**Extracted entries:**
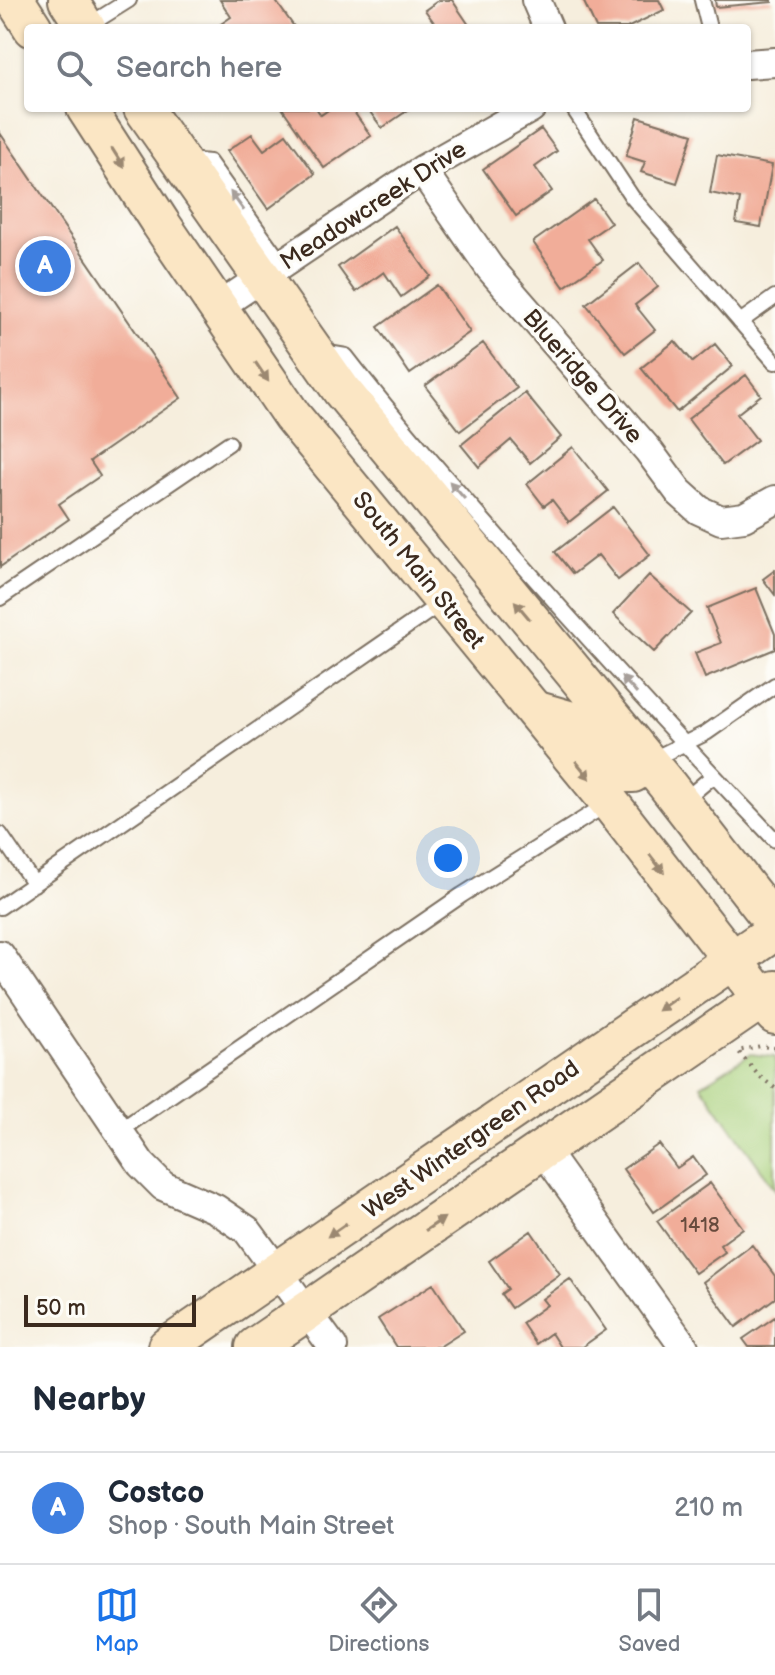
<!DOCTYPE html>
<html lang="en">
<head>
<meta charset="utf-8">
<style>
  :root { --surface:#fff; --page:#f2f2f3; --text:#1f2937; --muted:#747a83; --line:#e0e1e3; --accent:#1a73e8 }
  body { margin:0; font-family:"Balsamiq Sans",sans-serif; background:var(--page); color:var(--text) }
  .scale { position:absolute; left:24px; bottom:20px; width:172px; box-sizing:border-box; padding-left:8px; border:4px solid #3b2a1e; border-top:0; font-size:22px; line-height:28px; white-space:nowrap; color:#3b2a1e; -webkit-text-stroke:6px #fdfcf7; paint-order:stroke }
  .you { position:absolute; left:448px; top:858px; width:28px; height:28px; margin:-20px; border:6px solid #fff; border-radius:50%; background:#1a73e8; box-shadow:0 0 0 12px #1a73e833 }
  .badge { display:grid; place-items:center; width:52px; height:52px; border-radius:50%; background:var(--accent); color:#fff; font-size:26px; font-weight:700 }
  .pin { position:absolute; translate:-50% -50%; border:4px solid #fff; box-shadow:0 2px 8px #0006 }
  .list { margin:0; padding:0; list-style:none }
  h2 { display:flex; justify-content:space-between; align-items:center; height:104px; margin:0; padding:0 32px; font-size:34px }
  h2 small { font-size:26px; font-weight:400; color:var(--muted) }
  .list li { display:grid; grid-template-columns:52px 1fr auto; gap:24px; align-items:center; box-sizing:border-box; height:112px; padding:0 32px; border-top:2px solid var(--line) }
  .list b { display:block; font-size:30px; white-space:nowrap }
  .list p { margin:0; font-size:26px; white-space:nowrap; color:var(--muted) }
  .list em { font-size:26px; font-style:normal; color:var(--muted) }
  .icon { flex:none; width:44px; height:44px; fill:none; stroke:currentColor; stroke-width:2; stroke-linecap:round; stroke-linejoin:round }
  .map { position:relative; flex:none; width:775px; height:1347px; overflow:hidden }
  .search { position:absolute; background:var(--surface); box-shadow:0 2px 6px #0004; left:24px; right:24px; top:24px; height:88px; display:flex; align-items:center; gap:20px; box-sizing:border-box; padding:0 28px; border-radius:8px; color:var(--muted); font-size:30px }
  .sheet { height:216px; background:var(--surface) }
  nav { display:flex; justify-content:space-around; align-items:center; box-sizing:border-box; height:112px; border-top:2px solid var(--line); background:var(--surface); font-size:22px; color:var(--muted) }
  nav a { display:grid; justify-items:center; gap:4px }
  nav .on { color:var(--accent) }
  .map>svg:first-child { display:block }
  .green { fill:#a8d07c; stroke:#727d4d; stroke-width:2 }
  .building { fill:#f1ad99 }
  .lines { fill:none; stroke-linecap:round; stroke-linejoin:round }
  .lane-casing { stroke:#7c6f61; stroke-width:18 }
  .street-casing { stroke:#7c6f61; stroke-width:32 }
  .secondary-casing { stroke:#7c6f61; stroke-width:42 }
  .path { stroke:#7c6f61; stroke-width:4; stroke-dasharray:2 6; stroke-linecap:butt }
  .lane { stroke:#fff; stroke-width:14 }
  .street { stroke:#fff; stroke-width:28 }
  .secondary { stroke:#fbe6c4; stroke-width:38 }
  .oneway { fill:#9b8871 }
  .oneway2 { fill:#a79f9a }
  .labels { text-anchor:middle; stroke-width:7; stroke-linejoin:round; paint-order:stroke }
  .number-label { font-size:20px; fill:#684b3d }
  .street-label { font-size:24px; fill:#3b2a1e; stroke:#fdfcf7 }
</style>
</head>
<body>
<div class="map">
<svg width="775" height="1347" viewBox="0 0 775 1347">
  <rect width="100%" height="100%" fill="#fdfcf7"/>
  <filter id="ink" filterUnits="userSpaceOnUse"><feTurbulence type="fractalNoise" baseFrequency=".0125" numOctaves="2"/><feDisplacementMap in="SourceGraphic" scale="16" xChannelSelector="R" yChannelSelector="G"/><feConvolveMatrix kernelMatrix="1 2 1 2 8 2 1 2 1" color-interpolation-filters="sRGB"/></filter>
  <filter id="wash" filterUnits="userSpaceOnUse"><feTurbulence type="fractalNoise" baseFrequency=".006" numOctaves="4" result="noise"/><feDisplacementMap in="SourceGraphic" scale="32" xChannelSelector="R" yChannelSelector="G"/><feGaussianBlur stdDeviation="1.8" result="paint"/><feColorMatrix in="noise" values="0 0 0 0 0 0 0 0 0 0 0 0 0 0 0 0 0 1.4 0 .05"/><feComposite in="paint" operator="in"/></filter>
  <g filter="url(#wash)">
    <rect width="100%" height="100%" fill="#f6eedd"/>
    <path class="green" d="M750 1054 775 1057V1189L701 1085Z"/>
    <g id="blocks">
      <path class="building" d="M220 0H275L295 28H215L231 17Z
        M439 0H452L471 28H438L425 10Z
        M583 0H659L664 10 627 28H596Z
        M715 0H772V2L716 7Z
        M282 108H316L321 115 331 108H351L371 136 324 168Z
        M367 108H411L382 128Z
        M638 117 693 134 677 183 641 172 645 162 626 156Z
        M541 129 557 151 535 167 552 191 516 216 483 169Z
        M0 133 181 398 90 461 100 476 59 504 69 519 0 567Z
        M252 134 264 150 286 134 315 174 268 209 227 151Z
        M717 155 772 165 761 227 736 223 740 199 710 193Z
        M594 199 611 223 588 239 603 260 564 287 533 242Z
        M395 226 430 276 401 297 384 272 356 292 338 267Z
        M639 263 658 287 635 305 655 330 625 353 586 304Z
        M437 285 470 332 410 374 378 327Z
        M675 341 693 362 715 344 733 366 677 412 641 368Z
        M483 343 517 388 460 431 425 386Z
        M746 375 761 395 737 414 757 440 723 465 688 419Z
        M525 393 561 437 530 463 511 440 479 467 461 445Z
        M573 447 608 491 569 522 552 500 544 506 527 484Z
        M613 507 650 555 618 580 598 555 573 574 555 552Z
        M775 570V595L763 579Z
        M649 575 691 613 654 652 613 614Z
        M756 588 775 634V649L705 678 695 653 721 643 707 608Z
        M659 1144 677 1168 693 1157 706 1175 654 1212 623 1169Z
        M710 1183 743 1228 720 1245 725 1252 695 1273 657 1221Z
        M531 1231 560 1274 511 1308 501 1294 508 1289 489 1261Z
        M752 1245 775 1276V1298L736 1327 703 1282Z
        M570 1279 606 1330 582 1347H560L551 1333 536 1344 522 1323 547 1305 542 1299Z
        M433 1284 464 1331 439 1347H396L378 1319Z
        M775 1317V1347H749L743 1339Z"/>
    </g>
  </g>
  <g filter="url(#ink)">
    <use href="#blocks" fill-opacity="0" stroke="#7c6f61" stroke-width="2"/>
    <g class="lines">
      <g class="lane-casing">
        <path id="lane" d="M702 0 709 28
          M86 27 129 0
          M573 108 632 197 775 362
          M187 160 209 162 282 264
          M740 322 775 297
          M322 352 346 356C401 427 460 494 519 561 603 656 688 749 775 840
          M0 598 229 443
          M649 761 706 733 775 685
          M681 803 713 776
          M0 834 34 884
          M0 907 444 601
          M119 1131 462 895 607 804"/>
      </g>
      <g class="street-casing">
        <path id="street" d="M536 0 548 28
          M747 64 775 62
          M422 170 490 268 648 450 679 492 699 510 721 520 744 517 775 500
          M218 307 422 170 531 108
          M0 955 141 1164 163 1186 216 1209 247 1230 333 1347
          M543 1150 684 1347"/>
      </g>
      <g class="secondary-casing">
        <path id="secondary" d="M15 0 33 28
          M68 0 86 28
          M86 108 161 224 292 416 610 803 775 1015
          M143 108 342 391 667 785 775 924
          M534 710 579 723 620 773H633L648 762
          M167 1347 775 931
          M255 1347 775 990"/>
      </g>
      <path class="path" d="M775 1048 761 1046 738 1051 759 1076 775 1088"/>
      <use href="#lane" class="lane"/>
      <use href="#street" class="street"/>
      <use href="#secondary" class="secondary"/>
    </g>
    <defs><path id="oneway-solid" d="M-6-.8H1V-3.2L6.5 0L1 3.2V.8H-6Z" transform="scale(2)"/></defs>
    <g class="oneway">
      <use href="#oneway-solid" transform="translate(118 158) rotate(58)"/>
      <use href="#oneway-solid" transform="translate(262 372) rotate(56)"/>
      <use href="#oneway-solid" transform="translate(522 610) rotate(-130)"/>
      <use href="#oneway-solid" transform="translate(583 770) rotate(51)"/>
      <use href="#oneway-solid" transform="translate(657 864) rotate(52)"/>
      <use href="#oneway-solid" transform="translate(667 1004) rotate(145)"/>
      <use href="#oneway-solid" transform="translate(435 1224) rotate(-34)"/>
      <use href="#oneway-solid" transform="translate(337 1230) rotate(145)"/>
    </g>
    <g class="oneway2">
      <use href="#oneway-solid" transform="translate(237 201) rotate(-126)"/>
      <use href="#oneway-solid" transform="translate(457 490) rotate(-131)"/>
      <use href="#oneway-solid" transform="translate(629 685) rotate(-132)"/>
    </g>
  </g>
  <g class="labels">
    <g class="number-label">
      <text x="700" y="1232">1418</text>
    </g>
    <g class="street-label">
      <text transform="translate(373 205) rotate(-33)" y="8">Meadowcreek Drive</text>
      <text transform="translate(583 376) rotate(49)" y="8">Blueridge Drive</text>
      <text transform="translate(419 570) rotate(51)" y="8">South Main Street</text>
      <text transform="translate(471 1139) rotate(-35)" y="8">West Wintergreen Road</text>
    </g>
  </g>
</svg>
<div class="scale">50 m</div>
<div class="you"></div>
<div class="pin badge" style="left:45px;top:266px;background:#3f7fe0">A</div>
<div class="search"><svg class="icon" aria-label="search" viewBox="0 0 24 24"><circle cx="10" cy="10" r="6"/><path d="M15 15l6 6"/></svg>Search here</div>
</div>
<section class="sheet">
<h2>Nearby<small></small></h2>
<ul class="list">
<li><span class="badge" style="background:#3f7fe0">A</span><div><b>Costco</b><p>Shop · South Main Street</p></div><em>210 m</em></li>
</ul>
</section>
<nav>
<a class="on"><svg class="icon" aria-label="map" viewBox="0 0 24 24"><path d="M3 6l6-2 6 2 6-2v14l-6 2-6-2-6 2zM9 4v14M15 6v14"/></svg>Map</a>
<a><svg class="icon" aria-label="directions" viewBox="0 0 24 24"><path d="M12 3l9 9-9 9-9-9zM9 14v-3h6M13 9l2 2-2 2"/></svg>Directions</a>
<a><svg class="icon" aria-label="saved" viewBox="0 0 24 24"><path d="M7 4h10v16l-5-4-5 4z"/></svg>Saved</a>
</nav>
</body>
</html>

---

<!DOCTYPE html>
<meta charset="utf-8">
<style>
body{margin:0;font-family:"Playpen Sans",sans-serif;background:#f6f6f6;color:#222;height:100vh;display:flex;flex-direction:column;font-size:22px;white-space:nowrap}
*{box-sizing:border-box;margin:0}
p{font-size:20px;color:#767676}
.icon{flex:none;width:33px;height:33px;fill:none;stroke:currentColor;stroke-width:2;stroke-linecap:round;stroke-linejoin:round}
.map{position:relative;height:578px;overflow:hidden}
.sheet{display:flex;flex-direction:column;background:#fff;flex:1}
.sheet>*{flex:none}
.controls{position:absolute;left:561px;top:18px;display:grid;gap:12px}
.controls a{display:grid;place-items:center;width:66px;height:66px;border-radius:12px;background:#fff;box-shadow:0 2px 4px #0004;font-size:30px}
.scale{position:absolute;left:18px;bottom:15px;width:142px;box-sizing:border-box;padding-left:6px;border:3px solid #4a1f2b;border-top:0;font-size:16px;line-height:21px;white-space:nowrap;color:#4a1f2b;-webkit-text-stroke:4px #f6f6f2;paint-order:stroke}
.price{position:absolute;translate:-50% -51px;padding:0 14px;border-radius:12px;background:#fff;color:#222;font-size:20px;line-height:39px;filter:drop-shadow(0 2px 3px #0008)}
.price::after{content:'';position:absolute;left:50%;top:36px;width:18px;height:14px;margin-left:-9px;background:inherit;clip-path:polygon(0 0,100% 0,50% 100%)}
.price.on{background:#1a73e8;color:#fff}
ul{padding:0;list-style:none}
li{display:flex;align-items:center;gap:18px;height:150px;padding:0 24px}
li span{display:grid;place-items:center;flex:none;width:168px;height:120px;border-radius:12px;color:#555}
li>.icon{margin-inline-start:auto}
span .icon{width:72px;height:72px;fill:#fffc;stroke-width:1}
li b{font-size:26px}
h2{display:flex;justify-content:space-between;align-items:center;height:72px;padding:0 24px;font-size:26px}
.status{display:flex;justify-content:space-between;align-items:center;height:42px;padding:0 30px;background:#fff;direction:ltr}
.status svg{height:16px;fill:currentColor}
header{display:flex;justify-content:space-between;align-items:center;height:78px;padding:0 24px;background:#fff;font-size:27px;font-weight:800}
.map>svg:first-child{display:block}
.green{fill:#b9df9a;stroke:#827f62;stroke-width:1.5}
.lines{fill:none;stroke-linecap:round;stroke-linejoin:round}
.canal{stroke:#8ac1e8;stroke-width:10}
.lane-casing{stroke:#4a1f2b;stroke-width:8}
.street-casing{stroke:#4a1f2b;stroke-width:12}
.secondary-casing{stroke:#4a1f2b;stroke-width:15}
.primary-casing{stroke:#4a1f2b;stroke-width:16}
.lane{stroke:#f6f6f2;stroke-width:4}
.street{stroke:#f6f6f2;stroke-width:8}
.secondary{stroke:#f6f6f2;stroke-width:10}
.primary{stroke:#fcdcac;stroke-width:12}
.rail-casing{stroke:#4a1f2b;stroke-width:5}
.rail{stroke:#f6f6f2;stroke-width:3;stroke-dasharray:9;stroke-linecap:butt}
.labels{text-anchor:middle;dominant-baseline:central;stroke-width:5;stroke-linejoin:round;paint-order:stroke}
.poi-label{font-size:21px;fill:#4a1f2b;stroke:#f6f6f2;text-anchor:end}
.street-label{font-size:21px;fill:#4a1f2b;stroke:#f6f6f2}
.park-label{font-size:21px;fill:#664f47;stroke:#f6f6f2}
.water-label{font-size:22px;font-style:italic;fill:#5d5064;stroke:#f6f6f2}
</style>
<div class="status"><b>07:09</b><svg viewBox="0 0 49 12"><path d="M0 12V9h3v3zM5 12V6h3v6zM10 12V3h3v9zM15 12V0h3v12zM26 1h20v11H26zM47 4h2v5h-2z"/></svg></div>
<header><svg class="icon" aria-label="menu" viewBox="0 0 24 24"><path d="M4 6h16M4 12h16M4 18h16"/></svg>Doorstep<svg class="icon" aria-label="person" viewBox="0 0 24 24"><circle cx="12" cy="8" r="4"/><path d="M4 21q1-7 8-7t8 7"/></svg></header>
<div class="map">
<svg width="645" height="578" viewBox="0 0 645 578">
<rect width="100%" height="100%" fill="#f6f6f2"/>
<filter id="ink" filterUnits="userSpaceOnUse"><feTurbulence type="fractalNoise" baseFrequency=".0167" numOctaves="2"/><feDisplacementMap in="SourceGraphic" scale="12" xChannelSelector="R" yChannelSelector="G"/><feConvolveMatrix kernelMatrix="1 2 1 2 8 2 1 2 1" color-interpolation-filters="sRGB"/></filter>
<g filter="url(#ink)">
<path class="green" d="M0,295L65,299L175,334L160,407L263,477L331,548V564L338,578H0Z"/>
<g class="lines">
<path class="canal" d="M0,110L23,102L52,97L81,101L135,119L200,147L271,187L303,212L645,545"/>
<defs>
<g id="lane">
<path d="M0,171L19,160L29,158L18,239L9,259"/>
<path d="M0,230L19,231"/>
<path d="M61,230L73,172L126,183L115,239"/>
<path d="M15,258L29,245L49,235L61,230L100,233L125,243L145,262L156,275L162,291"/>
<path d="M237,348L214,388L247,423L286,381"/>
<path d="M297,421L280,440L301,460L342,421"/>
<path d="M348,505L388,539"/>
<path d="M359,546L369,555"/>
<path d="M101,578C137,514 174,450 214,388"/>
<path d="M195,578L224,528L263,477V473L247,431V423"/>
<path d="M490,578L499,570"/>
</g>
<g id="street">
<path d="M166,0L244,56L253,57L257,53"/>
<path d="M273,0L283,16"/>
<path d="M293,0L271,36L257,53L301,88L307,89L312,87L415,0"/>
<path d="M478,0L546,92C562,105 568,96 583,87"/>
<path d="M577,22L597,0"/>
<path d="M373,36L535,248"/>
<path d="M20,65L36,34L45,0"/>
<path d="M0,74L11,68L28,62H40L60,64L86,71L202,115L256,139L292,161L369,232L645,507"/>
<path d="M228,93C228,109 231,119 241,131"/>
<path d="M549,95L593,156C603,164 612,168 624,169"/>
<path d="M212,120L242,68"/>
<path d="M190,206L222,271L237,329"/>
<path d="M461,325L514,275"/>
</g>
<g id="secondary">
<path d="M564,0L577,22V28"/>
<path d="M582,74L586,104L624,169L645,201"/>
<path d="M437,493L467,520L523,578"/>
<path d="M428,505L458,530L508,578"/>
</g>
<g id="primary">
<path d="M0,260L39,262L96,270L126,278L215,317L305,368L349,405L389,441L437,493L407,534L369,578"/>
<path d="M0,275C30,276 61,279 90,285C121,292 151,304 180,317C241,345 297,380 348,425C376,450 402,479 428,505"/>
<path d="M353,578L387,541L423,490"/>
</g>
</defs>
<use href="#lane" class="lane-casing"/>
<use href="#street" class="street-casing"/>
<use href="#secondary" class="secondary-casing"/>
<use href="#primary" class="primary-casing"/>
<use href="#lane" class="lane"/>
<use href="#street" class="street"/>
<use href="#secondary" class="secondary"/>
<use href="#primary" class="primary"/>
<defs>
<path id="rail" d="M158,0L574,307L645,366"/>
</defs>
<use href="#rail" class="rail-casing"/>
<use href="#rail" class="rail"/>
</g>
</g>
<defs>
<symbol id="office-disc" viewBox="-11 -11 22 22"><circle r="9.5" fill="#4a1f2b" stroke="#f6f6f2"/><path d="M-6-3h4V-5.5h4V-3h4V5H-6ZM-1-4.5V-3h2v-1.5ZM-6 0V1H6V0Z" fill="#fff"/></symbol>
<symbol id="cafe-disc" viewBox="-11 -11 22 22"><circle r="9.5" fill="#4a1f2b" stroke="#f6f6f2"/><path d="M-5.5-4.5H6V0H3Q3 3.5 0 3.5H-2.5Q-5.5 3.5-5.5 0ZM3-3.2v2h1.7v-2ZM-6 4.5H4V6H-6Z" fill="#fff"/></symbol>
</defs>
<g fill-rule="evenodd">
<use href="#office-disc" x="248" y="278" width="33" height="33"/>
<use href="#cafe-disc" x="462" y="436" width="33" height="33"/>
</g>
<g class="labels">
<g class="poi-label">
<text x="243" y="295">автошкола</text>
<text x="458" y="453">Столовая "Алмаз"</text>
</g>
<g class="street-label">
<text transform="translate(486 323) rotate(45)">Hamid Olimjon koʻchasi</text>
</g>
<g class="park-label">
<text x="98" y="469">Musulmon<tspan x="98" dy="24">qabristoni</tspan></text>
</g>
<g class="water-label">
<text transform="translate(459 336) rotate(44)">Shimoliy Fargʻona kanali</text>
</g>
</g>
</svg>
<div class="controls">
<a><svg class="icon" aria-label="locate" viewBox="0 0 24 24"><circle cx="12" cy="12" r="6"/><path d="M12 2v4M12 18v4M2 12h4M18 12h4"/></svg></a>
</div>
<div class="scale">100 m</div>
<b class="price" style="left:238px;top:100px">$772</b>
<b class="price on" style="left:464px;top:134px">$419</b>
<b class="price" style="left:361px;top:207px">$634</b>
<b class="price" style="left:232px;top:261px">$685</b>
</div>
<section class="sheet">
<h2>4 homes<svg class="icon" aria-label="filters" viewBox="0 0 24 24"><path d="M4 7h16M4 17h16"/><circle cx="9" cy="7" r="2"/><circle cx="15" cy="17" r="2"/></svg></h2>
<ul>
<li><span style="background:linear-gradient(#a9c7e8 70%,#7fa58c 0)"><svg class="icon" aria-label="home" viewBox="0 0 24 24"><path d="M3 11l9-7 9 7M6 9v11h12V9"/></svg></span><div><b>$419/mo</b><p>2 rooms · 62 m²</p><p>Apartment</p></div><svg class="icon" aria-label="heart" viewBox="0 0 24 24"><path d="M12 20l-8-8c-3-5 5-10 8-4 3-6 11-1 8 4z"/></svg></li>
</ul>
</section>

**Work to complete:** If a line in the data above holds the string "html", report that line.

**Response area:**
<!DOCTYPE html>
<html lang="en">
</html>
<!DOCTYPE html>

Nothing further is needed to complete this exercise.